» **Your objective**
The lines to copy from the data below are those that hold the string "富士裾野線".

___ Data excerpts ___

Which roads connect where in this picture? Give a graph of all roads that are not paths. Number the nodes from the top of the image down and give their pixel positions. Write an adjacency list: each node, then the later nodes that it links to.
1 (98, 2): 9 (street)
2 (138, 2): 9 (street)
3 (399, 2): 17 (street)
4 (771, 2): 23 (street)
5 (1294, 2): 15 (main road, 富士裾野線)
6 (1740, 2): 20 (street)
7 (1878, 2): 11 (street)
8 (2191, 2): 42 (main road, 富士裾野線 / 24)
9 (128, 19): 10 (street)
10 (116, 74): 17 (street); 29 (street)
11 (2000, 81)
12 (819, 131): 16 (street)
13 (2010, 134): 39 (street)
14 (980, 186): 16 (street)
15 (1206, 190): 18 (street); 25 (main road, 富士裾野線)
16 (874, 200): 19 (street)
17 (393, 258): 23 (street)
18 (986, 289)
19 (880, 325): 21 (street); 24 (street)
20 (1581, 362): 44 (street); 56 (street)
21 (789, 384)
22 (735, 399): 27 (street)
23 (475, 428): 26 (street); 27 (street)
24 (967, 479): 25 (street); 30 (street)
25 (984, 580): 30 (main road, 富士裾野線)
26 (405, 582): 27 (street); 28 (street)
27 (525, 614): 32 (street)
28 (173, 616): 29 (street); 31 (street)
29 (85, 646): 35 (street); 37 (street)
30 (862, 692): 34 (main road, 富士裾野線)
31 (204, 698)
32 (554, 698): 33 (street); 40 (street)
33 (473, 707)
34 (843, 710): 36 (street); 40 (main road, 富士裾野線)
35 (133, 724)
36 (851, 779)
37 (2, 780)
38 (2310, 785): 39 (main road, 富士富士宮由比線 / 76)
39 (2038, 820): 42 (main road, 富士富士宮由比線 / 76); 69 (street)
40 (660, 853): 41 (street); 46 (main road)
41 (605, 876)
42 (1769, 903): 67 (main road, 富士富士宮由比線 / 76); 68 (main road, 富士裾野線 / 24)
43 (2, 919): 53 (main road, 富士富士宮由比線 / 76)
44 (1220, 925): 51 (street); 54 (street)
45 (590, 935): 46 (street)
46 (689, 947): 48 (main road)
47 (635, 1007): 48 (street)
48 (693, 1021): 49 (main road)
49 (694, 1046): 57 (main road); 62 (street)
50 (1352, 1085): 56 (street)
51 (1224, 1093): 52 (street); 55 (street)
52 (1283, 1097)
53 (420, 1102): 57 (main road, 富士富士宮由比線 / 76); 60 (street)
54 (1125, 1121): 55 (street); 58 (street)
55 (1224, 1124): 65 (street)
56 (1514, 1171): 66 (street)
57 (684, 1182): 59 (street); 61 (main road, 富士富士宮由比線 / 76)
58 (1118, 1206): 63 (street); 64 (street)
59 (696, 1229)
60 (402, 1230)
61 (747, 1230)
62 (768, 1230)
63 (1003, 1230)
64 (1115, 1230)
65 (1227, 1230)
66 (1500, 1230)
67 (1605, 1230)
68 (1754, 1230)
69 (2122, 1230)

___

» **Solution for this exercise**
5 (1294, 2): 15 (main road, 富士裾野線)
8 (2191, 2): 42 (main road, 富士裾野線 / 24)
15 (1206, 190): 18 (street); 25 (main road, 富士裾野線)
25 (984, 580): 30 (main road, 富士裾野線)
30 (862, 692): 34 (main road, 富士裾野線)
34 (843, 710): 36 (street); 40 (main road, 富士裾野線)
42 (1769, 903): 67 (main road, 富士富士宮由比線 / 76); 68 (main road, 富士裾野線 / 24)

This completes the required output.